New York City also has begun working on its own rules to allow office-to-housing conversions citywide for buildings built before 1990, said Casey Berkovitz, spokesperson for the Department of City Planning. The state could do it faster and could also create tax incentives that the city cannot create on its own, and that’s also part of current negotiations with the state legislature, Berkovitz said.

“When you have a 20% office vacancy rate and a 1.4% rental apartment vacancy rate, it makes a lot of sense to substitute one for the other,” Berkovitz said. “We don’t want our own regulations standing in the way of that if it makes financial sense.”

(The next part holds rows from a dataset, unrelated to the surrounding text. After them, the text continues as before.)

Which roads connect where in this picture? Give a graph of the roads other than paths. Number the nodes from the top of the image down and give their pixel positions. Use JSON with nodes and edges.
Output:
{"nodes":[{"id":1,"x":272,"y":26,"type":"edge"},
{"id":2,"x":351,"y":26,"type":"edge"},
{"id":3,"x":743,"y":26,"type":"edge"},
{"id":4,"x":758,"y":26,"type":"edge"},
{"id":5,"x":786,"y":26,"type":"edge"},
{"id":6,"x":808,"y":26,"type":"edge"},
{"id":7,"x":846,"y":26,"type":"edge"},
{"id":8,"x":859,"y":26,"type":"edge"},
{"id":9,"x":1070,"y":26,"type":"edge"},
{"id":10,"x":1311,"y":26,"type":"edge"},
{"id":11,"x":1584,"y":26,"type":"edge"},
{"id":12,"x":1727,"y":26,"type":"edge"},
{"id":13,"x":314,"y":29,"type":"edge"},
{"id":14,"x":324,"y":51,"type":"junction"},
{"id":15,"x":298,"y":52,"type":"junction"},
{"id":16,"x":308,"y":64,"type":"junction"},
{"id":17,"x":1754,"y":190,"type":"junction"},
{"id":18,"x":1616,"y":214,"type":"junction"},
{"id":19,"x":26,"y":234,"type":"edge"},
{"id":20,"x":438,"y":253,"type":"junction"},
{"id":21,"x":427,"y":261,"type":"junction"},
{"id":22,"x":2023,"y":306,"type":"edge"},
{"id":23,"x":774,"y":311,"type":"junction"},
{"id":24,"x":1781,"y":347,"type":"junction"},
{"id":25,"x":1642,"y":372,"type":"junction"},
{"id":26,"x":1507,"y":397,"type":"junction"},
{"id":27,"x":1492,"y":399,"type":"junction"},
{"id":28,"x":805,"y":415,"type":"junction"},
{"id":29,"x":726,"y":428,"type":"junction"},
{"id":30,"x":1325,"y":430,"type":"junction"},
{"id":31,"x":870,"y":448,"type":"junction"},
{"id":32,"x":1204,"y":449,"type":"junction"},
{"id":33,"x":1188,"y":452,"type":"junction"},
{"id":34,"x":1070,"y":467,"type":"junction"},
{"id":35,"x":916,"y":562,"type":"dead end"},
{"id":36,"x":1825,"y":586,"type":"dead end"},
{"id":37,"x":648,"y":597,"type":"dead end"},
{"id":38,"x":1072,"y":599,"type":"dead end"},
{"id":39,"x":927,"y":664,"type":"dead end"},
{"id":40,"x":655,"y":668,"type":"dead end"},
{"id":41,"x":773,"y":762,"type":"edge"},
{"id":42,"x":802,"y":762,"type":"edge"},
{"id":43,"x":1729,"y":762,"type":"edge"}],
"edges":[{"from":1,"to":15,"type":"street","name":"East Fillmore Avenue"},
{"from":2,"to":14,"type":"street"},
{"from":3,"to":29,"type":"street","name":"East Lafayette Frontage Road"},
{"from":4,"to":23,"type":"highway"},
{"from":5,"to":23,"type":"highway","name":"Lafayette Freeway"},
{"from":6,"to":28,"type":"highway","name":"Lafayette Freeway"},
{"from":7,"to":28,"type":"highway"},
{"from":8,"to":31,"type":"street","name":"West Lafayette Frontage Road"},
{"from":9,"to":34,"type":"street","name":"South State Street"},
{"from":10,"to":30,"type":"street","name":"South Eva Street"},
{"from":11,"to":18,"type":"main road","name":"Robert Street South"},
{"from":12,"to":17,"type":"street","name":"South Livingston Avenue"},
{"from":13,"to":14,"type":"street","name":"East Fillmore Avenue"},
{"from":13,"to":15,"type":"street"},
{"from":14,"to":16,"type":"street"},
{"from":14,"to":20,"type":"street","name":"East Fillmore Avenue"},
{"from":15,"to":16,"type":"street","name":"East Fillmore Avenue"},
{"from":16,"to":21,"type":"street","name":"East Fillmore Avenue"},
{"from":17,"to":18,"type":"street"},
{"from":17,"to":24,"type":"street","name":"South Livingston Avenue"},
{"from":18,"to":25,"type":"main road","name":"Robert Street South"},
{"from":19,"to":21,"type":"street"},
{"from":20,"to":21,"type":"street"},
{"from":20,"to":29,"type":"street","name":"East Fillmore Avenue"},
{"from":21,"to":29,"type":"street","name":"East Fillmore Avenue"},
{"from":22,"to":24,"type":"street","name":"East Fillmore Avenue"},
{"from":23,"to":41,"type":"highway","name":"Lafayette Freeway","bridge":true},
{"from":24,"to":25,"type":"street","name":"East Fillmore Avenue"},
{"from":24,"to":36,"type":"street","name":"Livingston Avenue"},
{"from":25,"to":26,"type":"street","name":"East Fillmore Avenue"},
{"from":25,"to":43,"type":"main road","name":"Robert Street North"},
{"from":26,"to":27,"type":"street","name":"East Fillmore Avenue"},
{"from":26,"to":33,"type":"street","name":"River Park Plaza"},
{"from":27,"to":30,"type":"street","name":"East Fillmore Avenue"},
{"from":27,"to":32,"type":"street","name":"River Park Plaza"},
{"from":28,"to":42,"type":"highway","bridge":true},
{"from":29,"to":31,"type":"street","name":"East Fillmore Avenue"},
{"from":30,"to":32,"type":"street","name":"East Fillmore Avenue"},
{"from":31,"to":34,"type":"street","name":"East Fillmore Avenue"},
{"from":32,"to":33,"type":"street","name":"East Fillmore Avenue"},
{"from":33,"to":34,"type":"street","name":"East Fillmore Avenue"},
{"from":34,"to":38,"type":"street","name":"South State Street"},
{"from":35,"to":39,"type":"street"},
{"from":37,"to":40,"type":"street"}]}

In Herndon, town officials last month approved a zoning change that would clear the way for demolition of the Worldgate Drive offices and the construction of a combination of rental apartments, townhouses and “two over two” units with accessory living areas an owner can rent out or share with family members. All apartments would be market rate without subsidized affordable units, Ken Wire, an attorney for the developer, Boston Properties, said at last month’s hearing on the zoning change.

“We believe that by providing more housing in the area, we are adding to the overall supply, which thereby reduces price pressures in the market,” Wire said.

Virginia considered two state Senate bills this session that would have created incentives to convert offices to apartments but neither has passed, said Allison Brown, policy associate for the nonprofit Virginia Housing Alliance. One would have created a state income tax credit for office-to-residential conversion, and another would have allowed more residential building in commercial areas if they included affordable housing.

The Worldgate Drive housing plan may spur Herndon to change its zoning rules to allow similar projects without zoning changes, said Elizabeth Gilleran, the town’s director of community development.

Herndon wants to “retain its sense of community and historic small-town feel” but also keep a strong commercial tax base that has helped support the town’s tax coffers when home values inevitably rise and fall, Gilleran said. The town recently approved conversion of a small office park and a hotel to homes. But offices and other commercial buildings will remain a key component of the town’s suburban building mix as density grows with a recent new commuter rail stop that opened in 2022.

“The town doesn’t wish to become a bedroom community,” Gilleran said.